[Task requirements]
Your answer should be an exact copy of the lines from the one containing "pinky pip: (205, 307)" through the last line of the records below, without any pictures.

Named joint coordinates:

---*---

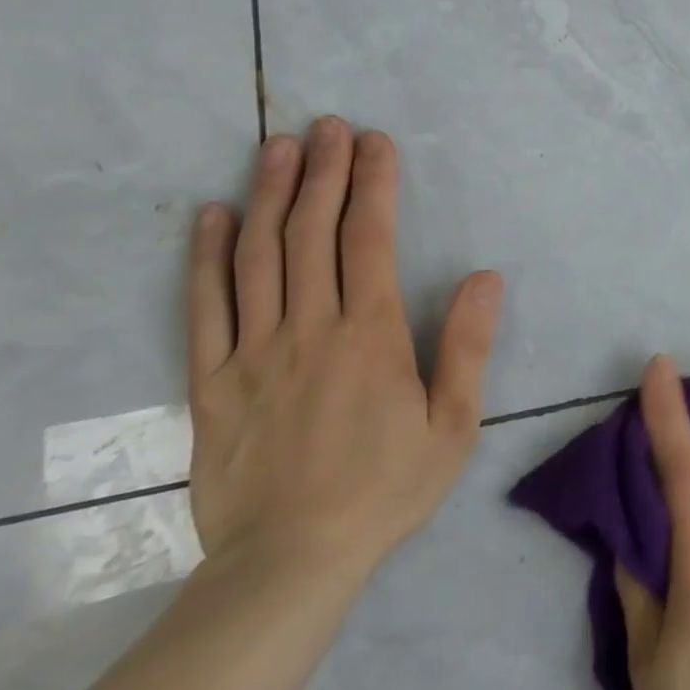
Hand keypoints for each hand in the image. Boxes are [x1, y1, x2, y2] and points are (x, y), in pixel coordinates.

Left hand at [185, 116, 501, 581]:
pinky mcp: (212, 382)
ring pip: (258, 257)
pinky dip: (206, 256)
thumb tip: (485, 277)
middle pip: (312, 234)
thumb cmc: (386, 489)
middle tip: (329, 125)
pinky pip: (205, 307)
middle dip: (325, 172)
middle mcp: (309, 329)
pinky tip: (212, 216)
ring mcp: (253, 352)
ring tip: (278, 147)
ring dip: (270, 195)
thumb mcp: (453, 424)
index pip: (369, 239)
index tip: (376, 142)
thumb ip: (468, 346)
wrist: (289, 564)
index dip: (374, 184)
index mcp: (370, 336)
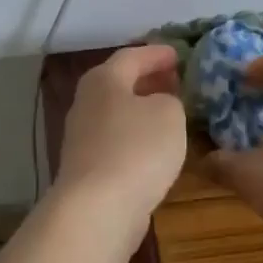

---*---

[Expected answer]
pinky pip: (205, 307)
middle dip: (325, 172)
middle mcp: (309, 329)
pinky tip: (212, 216)
ring mcp: (253, 352)
ring tip: (278, 147)
ring dip: (270, 195)
thumb mcp: (453, 424)
index pip: (369, 239)
index tip: (376, 142)
thumb ip: (468, 346)
wrist: (289, 564)
index dip: (374, 184)
index mcp: (370, 336)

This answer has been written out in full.